Desde sua fundação, a FCDL-MT se consolidou como porta-voz dos lojistas mato-grossenses, defendendo suas pautas, oferecendo suporte técnico e fomentando o associativismo como instrumento de desenvolvimento econômico e social. Não se trata apenas de fortalecer o setor varejista, mas de criar um ambiente saudável para o empreendedorismo, a inovação e a geração de empregos.

Ao longo dessas mais de quatro décadas, testemunhamos um Mato Grosso em constante transformação. De um estado essencialmente agrícola, passamos a ser referência em diversos setores, ampliando mercados e fortalecendo cidades-polo. Nesse processo, a FCDL-MT esteve presente, articulando-se junto ao poder público e à sociedade civil para garantir que o comércio local acompanhasse esse ritmo de crescimento.

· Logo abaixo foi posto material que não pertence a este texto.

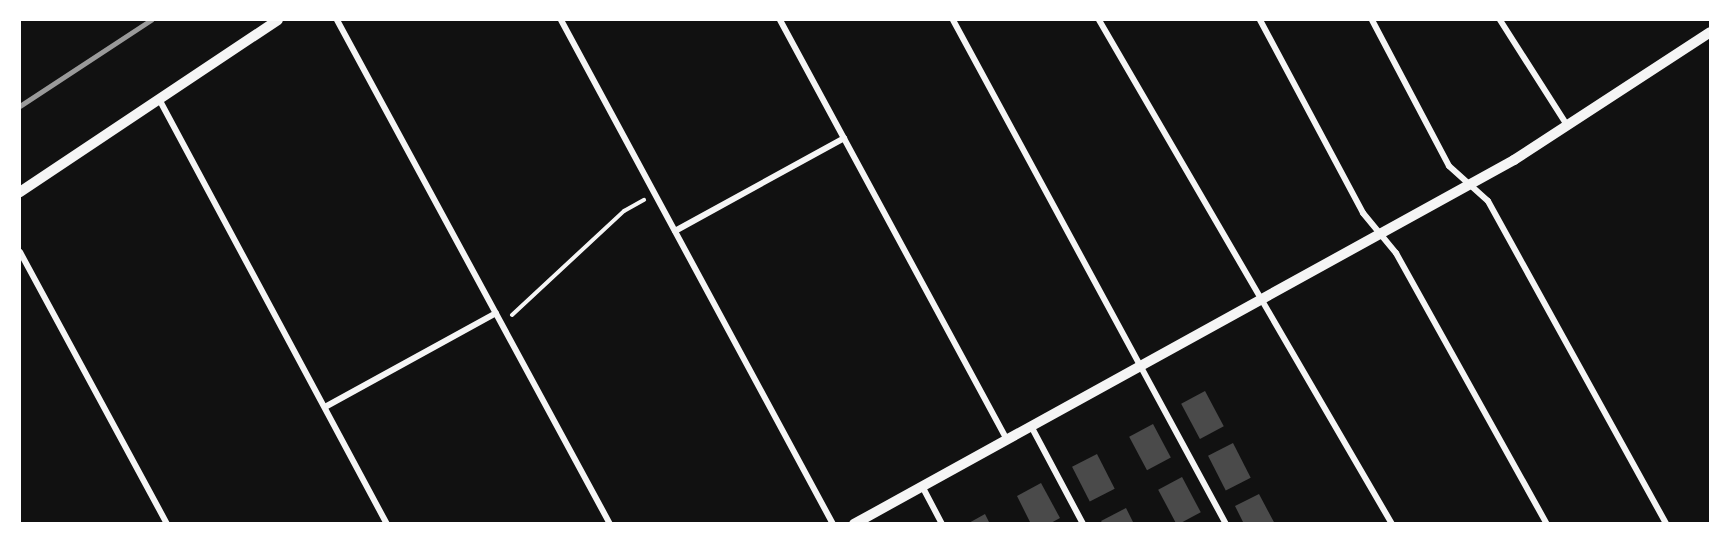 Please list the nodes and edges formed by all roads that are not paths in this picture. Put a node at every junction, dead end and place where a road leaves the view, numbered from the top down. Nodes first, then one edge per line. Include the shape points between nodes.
1 (278, 20) edge
2 (337, 20) edge
3 (561, 20) edge
4 (780, 20) edge
5 (953, 20) edge
6 (1099, 20) edge
7 (1260, 20) edge
8 (1372, 20) edge
9 (1500, 20) edge
10 (1710, 32) edge
11 (159, 98) junction
12 (1567, 125) junction
13 (844, 138) junction
14 (1469, 184) junction
15 (20, 192) edge
16 (675, 231) junction
17 (1379, 233) junction
18 (20, 252) edge
19 (1261, 299) junction
20 (496, 313) junction
21 (1141, 365) junction
22 (325, 407) junction
23 (1031, 426) junction
24 (1007, 439) junction
25 (922, 486) junction
26 (167, 524) edge
27 (387, 524) edge
28 (610, 524) edge
29 (833, 524) edge
30 (854, 524) edge
31 (942, 524) edge
32 (1083, 524) edge
33 (1227, 524) edge
34 (1392, 524) edge
35 (1547, 524) edge
36 (1666, 524) edge

1 - 11 street
2 - 20 street
3 - 16 street
4 - 13 street
5 - 21 street
6 - 19 street
7 - 17 street via 1363,213
8 - 14 street via 1449,166
9 - 12 street
10 - 12 street
11 - 15 street
11 - 22 street
12 - 14 street
13 - 16 street
13 - 24 street
14 - 17 street
14 - 36 street via 1488,201
16 - 29 street
17 - 19 street
17 - 35 street via 1396,253
18 - 26 street
19 - 21 street
19 - 34 street
20 - 22 street
20 - 28 street
21 - 23 street
21 - 33 street
22 - 27 street
23 - 24 street
23 - 32 street
24 - 25 street
25 - 30 street
25 - 31 street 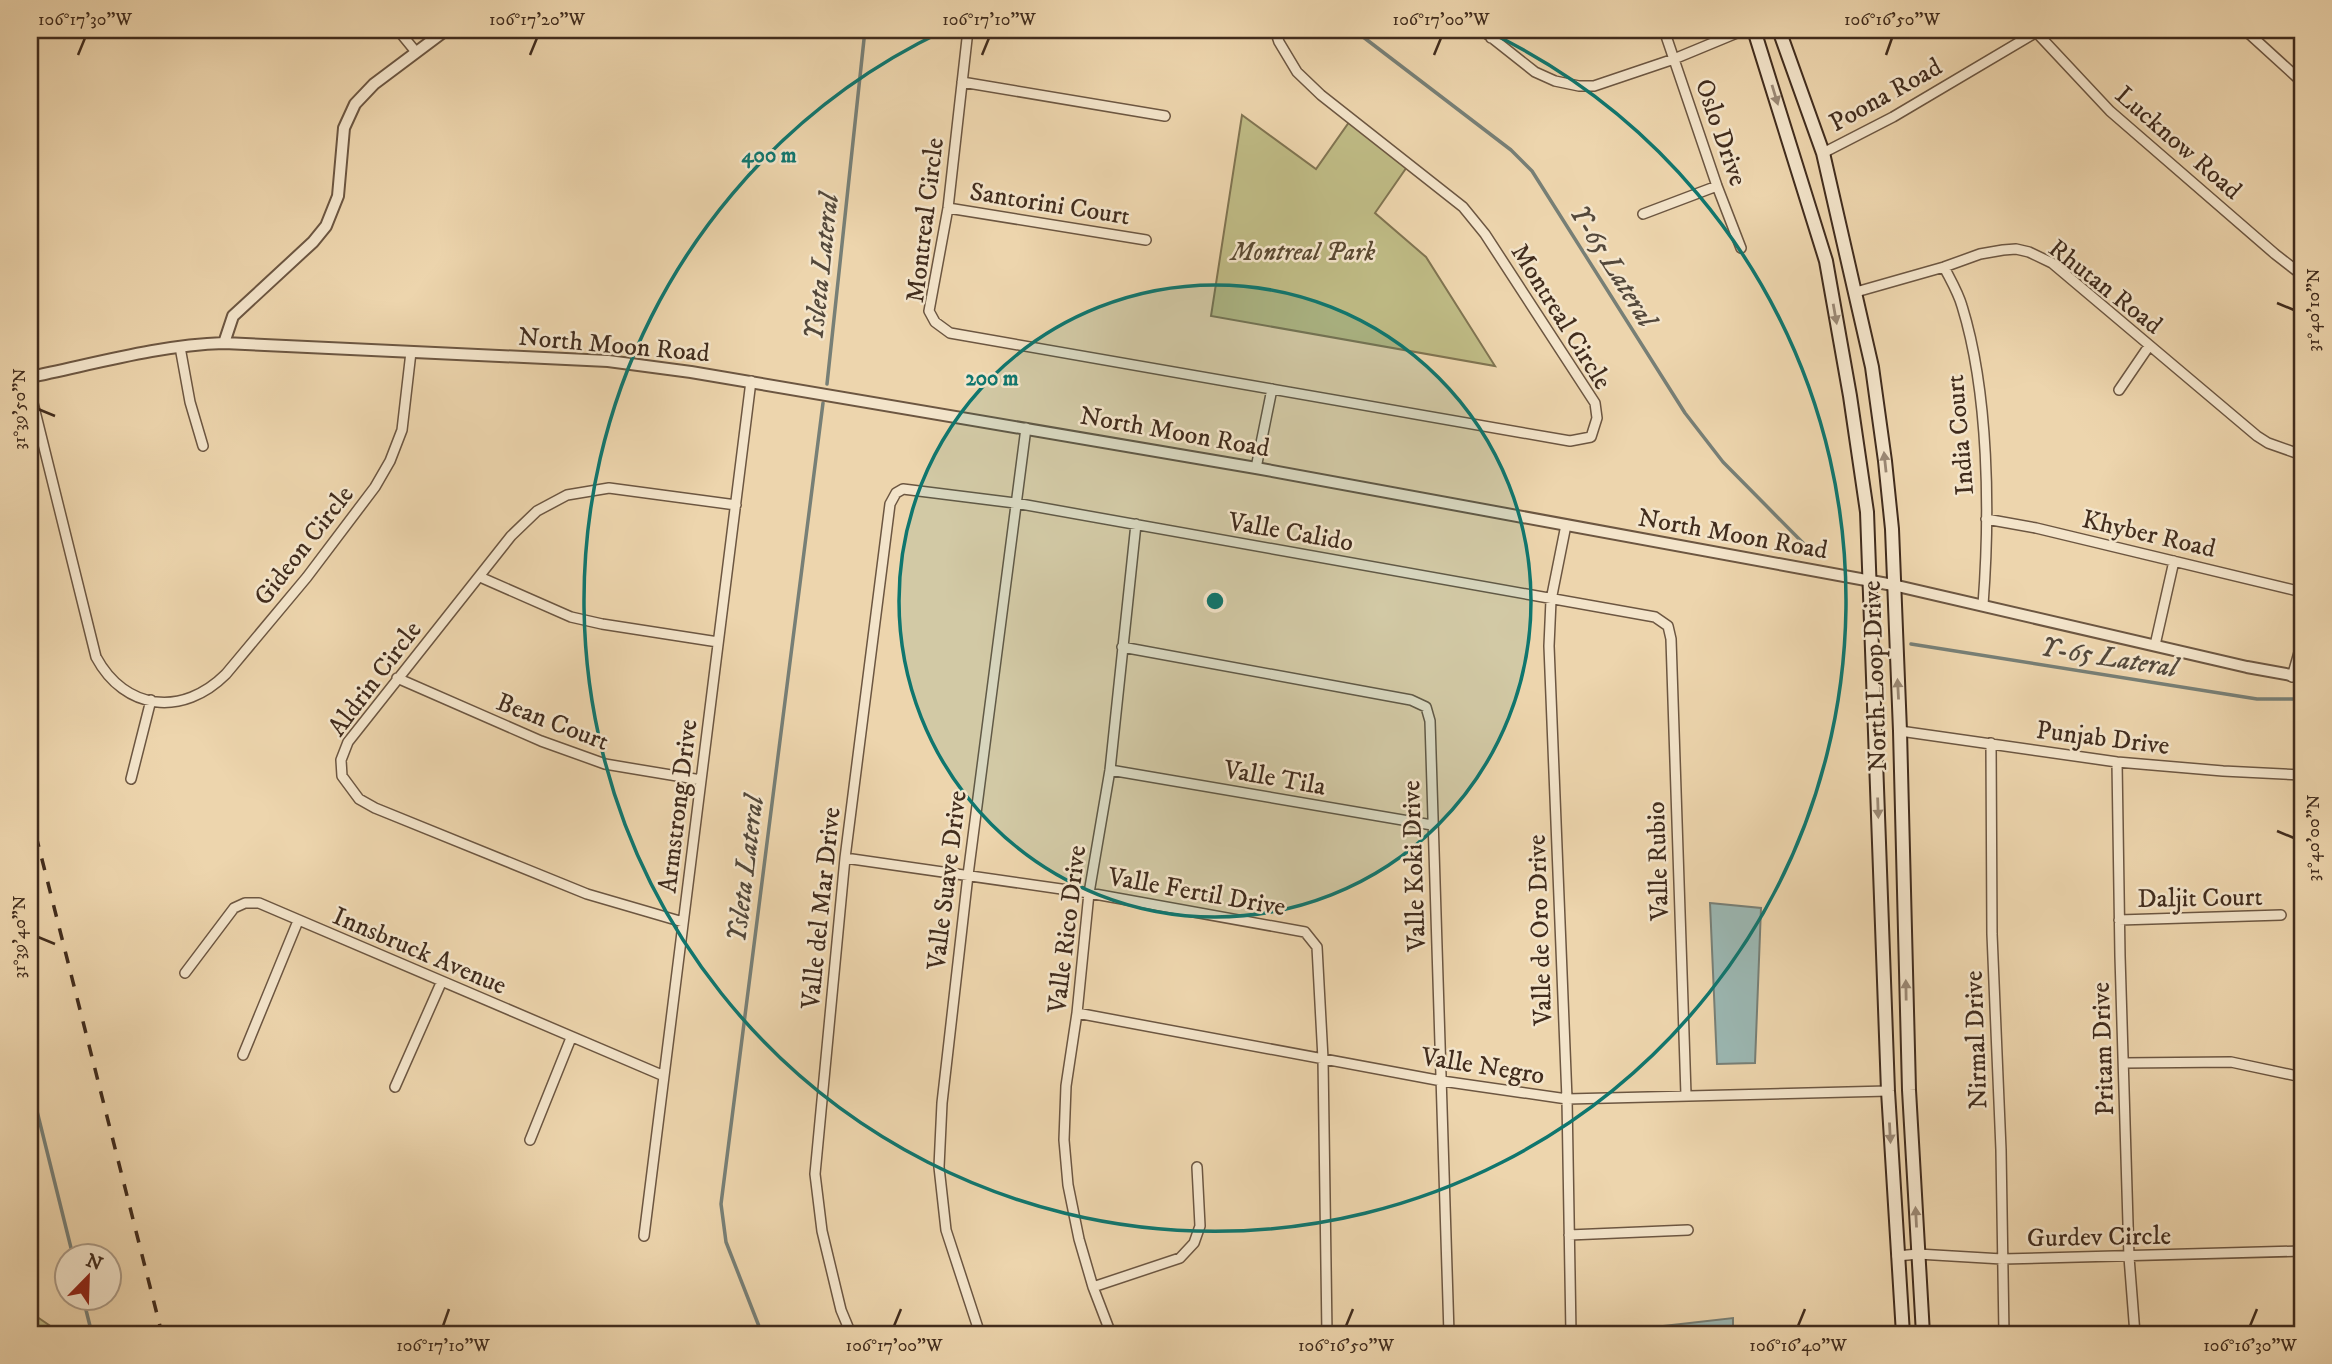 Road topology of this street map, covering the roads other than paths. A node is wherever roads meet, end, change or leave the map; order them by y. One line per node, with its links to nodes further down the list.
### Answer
1 (398, 30): 13 (street)
2 (446, 30): 13 (street)
3 (968, 30): 15 (street, Montreal Circle)
4 (1275, 30): 33 (street, Montreal Circle)
5 (1482, 30): 12 (street)
6 (1664, 30): 14 (street, Oslo Drive)
7 (1744, 30): 14 (street)
8 (1754, 30): 48 (main road, North Loop Drive, one-way to 48)
9 (1779, 30): 18 (main road, North Loop Drive)
10 (2245, 30): 16 (street)
11 (2038, 31): 18 (street, Poona Road); 25 (street, Lucknow Road)
12 (1494, 34): 14 (street)
13 (416, 52): 27 (street)
14 (1674, 59): 19 (street, Oslo Drive)
15 (962, 82): 17 (street); 20 (street, Montreal Circle)
16 (2302, 82)
17 (1166, 116)
18 (1823, 153): 26 (main road, North Loop Drive)
19 (1717, 186): 21 (street); 23 (street, Oslo Drive)
20 (948, 208): 22 (street, Santorini Court); 33 (street, Montreal Circle)
21 (1643, 214)
22 (1146, 240)
23 (1741, 248)
24 (1944, 267): 26 (street, Rhutan Road); 28 (street, Rhutan Road); 43 (street, India Court)
25 (2302, 275)
26 (1856, 292): 49 (main road, North Loop Drive, one-way to 26)
27 (225, 343): 29 (street, North Moon Road); 30 (street, North Moon Road)
28 (2149, 346): 34 (street); 38 (street, Rhutan Road)
29 (180, 347): 31 (street, North Moon Road); 37 (street)
30 (411, 352): 32 (street, North Moon Road); 60 (street, Gideon Circle)
31 (30, 377)
32 (751, 382): 36 (street, North Moon Road); 42 (street, Armstrong Drive)
33 (1272, 389): 39 (street)
34 (2119, 390)
35 (30, 391): 60 (street, Gideon Circle)
36 (1026, 428): 39 (street, North Moon Road); 41 (street, Valle Suave Drive)
37 (203, 446)
38 (2302, 455)
39 (1256, 468): 45 (street, North Moon Road)
40 (903, 489): 41 (street, Valle Calido); 69 (street, Valle del Mar Drive)
41 (1016, 503): 44 (street, Valle Calido); 70 (street, Valle Suave Drive)
42 (736, 505): 47 (street, Aldrin Circle); 54 (street, Armstrong Drive)
43 (1986, 519): 46 (street, Khyber Road); 52 (street, India Court)
44 (1136, 524): 51 (street, Valle Calido); 57 (street, Valle Rico Drive)
45 (1566, 525): 48 (street, North Moon Road); 51 (street, Valle de Oro Drive)
46 (2174, 561): 50 (street, Khyber Road); 56 (street)
47 (480, 577): 54 (street); 59 (street, Aldrin Circle)
48 (1870, 582): 49 (street, North Moon Road); 87 (main road, North Loop Drive, one-way to 87)
49 (1893, 585): 52 (street, North Moon Road); 61 (main road, North Loop Drive, one-way to 49)
50 (2302, 592)
51 (1551, 600): 53 (street, Valle Calido); 89 (street, Valle de Oro Drive)
52 (1983, 605): 56 (street, North Moon Road)
53 (1668, 626): 88 (street, Valle Rubio)
54 (718, 642): 67 (street, Armstrong Drive)
55 (2302, 642): 58 (street)
56 (2155, 645): 58 (street, North Moon Road)
57 (1122, 647): 64 (street, Valle Rico Drive); 68 (street, Valle Koki Drive)
58 (2297, 677)
59 (397, 678): 67 (street, Bean Court); 75 (street, Aldrin Circle)
60 (151, 700): 66 (street)
61 (1900, 731): 62 (street, Punjab Drive); 96 (main road, North Loop Drive, one-way to 61)
62 (1991, 743): 63 (street, Punjab Drive); 99 (street, Nirmal Drive)
63 (2117, 762): 65 (street, Punjab Drive); 73 (street, Pritam Drive)
64 (1110, 770): 68 (street, Valle Tila); 71 (street, Valle Rico Drive)
65 (2302, 775)
66 (131, 779)
67 (701, 780): 75 (street, Armstrong Drive)
68 (1433, 825): 85 (street, Valle Koki Drive)
69 (845, 858): 70 (street, Valle Fertil Drive); 101 (street, Valle del Mar Drive)
70 (968, 875): 71 (street, Valle Fertil Drive); 102 (street, Valle Suave Drive)
71 (1089, 893): 78 (street, Valle Rico Drive); 81 (street, Valle Fertil Drive)
72 (2281, 915): 73 (street, Daljit Court)
73 (2119, 920): 82 (street, Pritam Drive)
74 (298, 921): 76 (street, Innsbruck Avenue); 77 (street, Innsbruck Avenue); 80 (street)
75 (683, 922): 83 (street, Armstrong Drive)
76 (185, 973)
77 (441, 983): 79 (street, Innsbruck Avenue); 86 (street)
78 (1077, 1013): 81 (street, Valle Negro); 100 (street, Valle Rico Drive)
79 (571, 1038): 83 (street, Innsbruck Avenue); 90 (street)
80 (243, 1055)
81 (1323, 1059): 85 (street, Valle Negro); 104 (street, Valle Fertil Drive)
82 (2124, 1063): 84 (street); 98 (street, Pritam Drive)
83 (664, 1076): 94 (street, Armstrong Drive)
84 (2302, 1077)
85 (1442, 1081): 89 (street, Valle Negro); 105 (street, Valle Koki Drive)
86 (396, 1087)
87 (1888, 1091): 88 (street, Valle Negro); 97 (main road, North Loop Drive, one-way to 97)
88 (1686, 1095): 89 (street, Valle Negro)
89 (1567, 1100): 93 (street, Valle de Oro Drive)
90 (530, 1140)
91 (1197, 1167): 100 (street)
92 (1688, 1230): 93 (street)
93 (1569, 1235): 106 (street, Valle de Oro Drive)
94 (644, 1236)
95 (2302, 1251): 98 (street, Gurdev Circle)
96 (1919, 1254): 97 (street, Gurdev Circle); 99 (street, Gurdev Circle); 108 (main road, North Loop Drive)
97 (1897, 1256): 107 (main road, North Loop Drive)
98 (2129, 1257): 99 (street, Gurdev Circle); 110 (street, Pritam Drive)
99 (2001, 1259): 109 (street, Nirmal Drive)
100 (1093, 1287): 103 (street, Valle Rico Drive)
101 (851, 1334)
102 (980, 1334)
103 (1111, 1334)
104 (1327, 1334)
105 (1449, 1334)
106 (1571, 1334)
107 (1903, 1334)
108 (1923, 1334)
109 (2004, 1334)
110 (2135, 1334)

É impossível não destacar a importância da Federação na capacitação de empresários e colaboradores, na modernização das Câmaras de Dirigentes Lojistas espalhadas pelo Estado e na difusão de tecnologias e soluções para um varejo mais competitivo. Cada ação representa um investimento na sustentabilidade dos negócios e na dignidade das famílias que deles dependem.

Celebrar 42 anos é, também, olhar para frente. O varejo enfrenta novos desafios: a digitalização acelerada, a mudança no comportamento do consumidor e a busca por práticas mais responsáveis e inclusivas. Mais uma vez, a FCDL-MT se coloca como parceira estratégica dos lojistas, oferecendo orientação e sendo ponte entre tradição e inovação.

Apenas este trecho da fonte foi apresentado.